Blackstone Energy Partners and funds affiliated with the private equity group Blackstone have committed to invest up to $700 million of equity in the newly formed Windy Cove Energy LLC, which will acquire and develop carbon dioxide (CO2) Enhanced Oil Recovery (EOR) assets in the United States.

Chuck Fox, a former vice president of Kinder Morgan’s CO2 company, is founder, president and CEO of Windy Cove, and the Houston-based company’s senior team has more than 70 years of combined technical and operational experience in CO2 EOR, primarily from Shell, Texaco, and Kinder Morgan.

“More than 20 billion barrels of oil are estimated to be recoverable from CO2 flooding in the United States,” Fox said. “Many fields that are amenable to CO2 EOR are held by operators without the capital, expertise, or desire to execute a CO2 EOR operation. We believe that Windy Cove’s extensive CO2 operating experience, together with Blackstone’s strong capital base, industry relationships and experience, and successful track record of investing in energy, and the oil and gas sector specifically, will allow Windy Cove to stand apart as the partner of choice for companies seeking joint ventures or exits for their CO2-amenable water flooded assets.”

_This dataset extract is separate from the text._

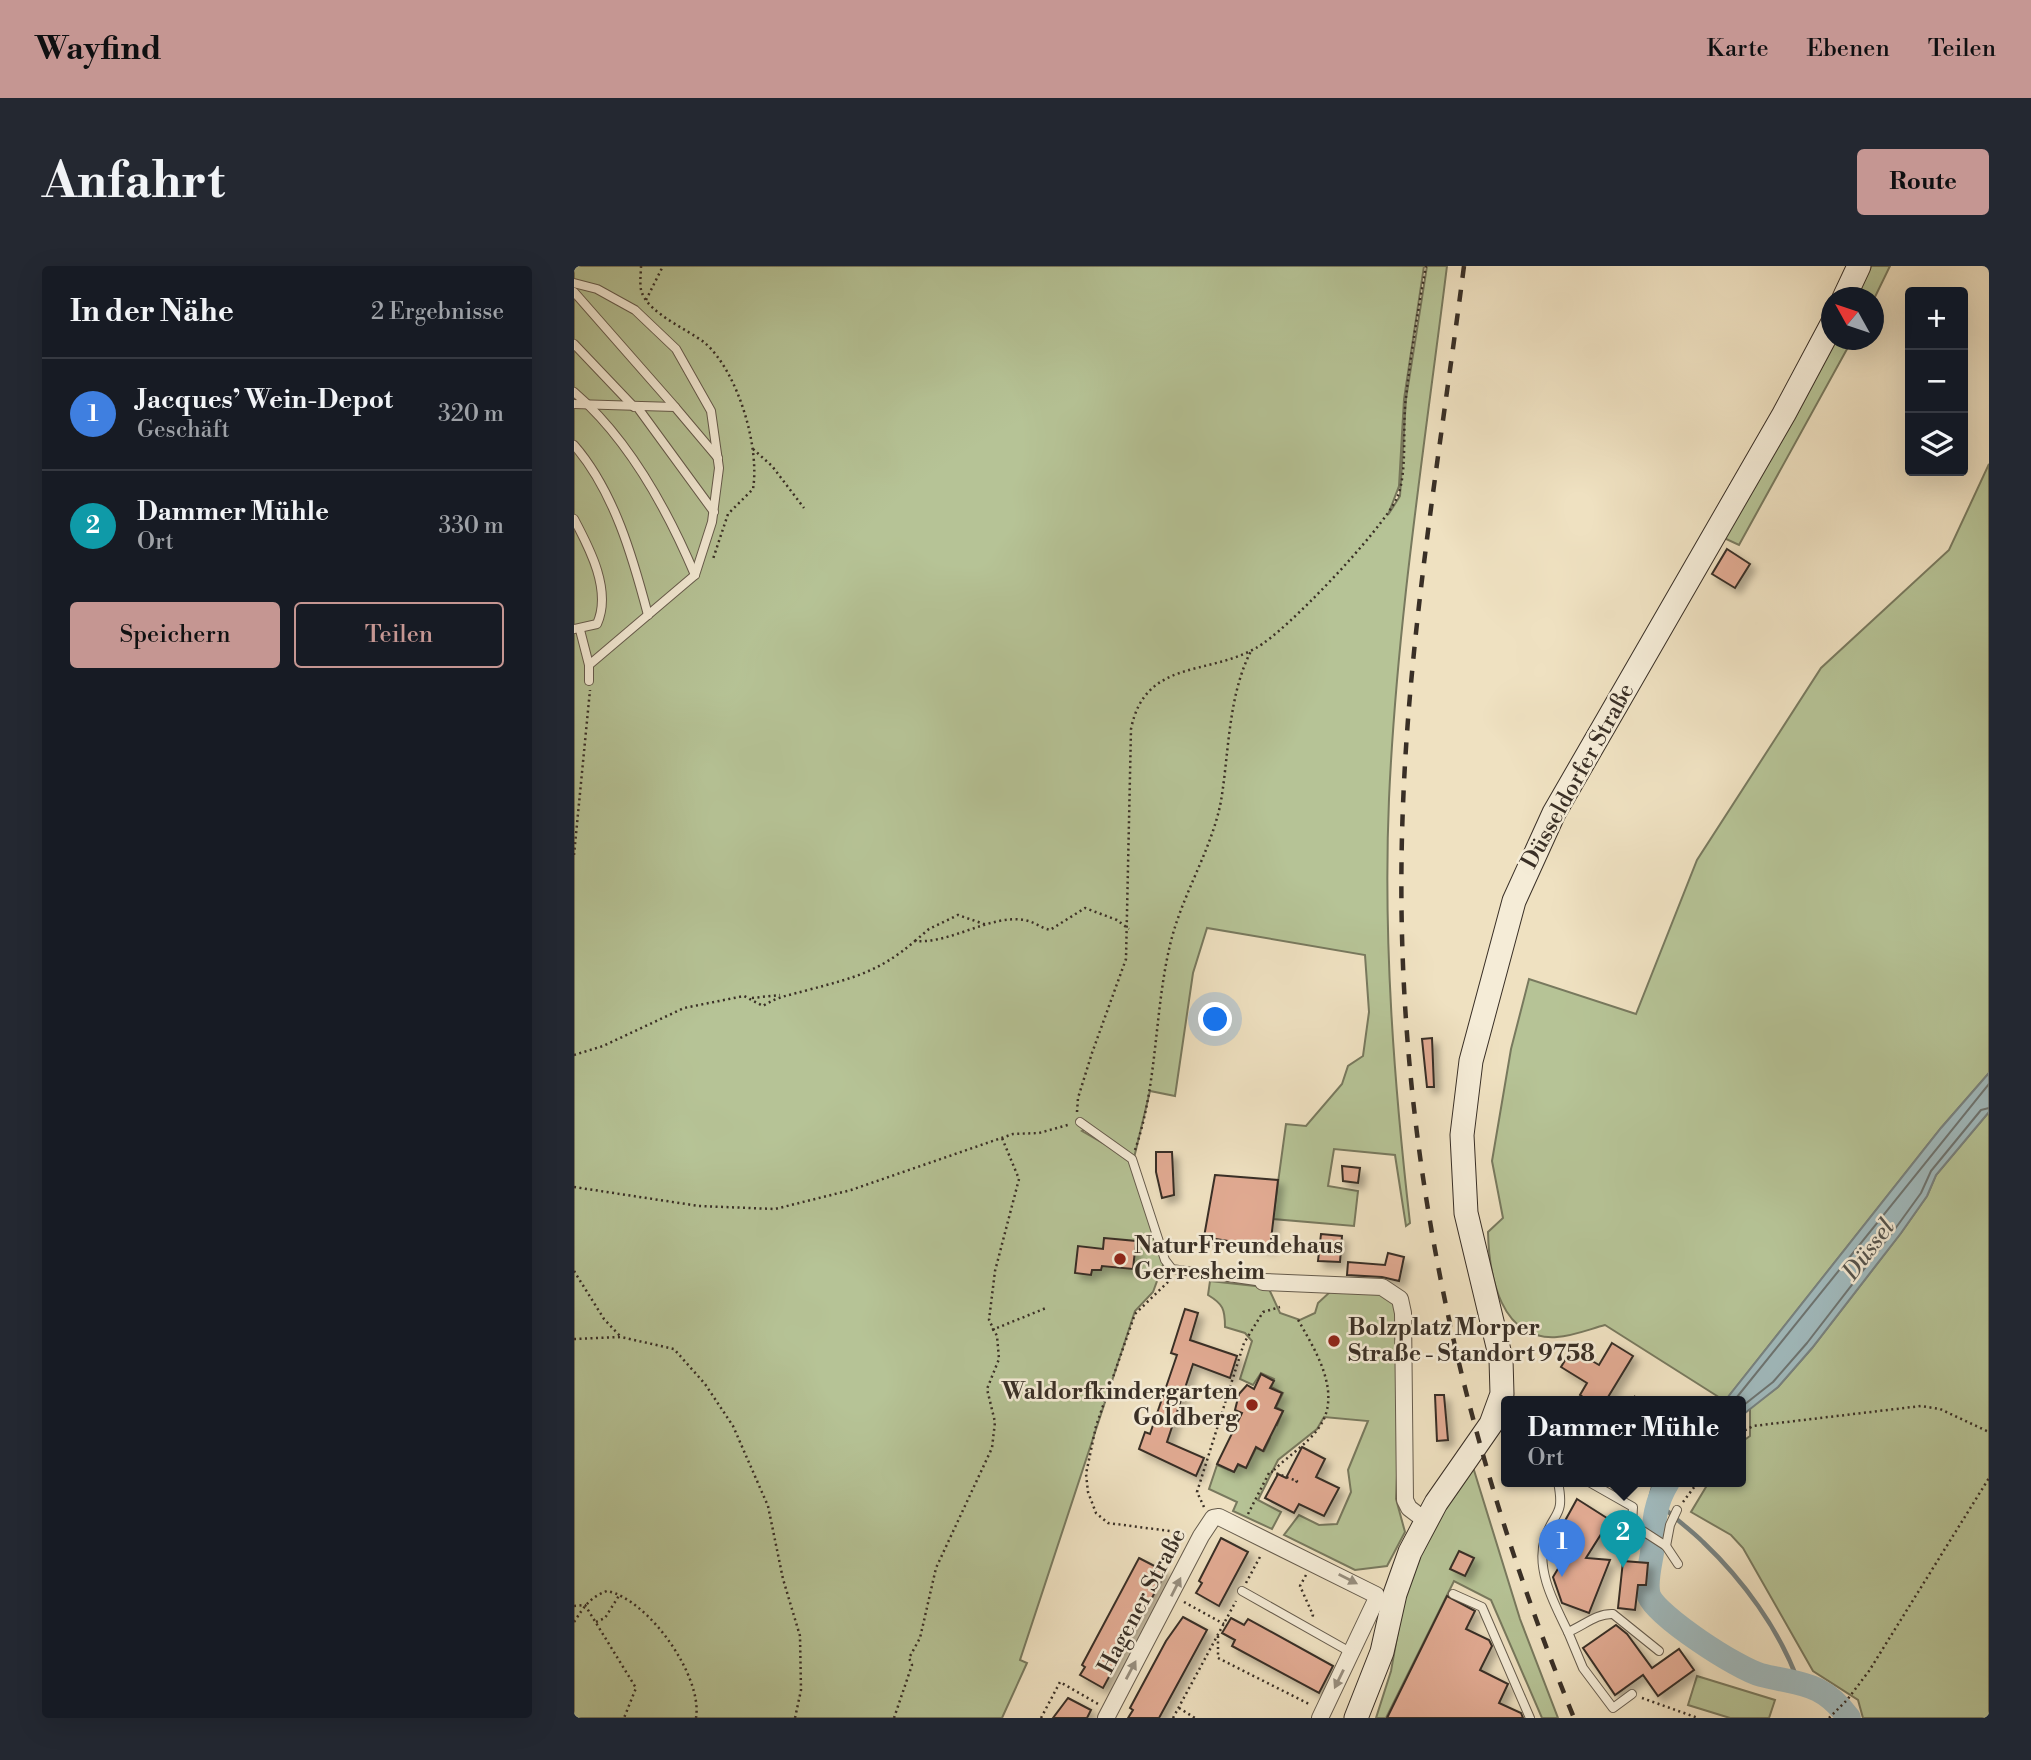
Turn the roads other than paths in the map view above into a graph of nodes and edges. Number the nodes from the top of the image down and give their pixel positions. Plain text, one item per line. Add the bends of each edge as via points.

The partnership is consistent with Blackstone’s strategy of backing best-in-class managers to build world class companies in the oil and gas industry and across the energy spectrum, according to CEO David Foley. “By providing revenue to providers of CO2 as well as putting that CO2 back deep underground, companies like Windy Cove can play a positive role in encouraging coal-fired power generation facilities and other sources of CO2 emissions to instead capture that CO2 for use in recovering oil from existing mature fields right here in the United States,” he said.

Side by side with the growth of production from U.S. shale plays in recent years has come increased investment in EOR projects. In July, NRG Energy Inc. and Japan’s JX Nippon Oil & Gas Exploration Corp. said they would fund a $1 billion system near Houston that would be capable of capturing 1.6 million tons of CO2 from an existing coal-burning unit that would be used for EOR in a legacy field (see Shale Daily, July 16). The system is expected to be operational by the end of 2016. The Department of Energy, which estimates that EOR could produce more than 60 billion bbl in the nation’s conventional fields, has provided a $167 million grant for the project through its Clean Coal Power Initiative Program.

Earlier this year, Kinder Morgan Energy Partners LP said it plans to help meet growing demand for CO2 with the new 213-mile, 16-inch diameter Lobos Pipeline in the Permian Basin (see Shale Daily, March 26). The pipeline would transport CO2 from the company’s St. Johns source field in Apache County, AZ, to the Kinder Morgan-operated Cortez Pipeline in Torrance County, NM. Lobos would have an initial capacity of 300 MMcf/d and support EOR projects owned by Kinder Morgan and other operators in the Permian Basin of West Texas and eastern New Mexico. The company plans to invest about $300 million in the pipeline and an additional $700 million to drill wells and build field gathering, treatment and compression facilities at the St. Johns field. The project is expected to be in service by the third quarter of 2016 pending receipt of environmental and regulatory approvals.

According to the U.S. Energy Information Administration, crude oil production using CO2 for EOR “increases appreciably after about 2020,” which is when oil prices are expected rise as output from the more profitable tight oil deposits begins declining and affordable anthropogenic sources of CO2 become available.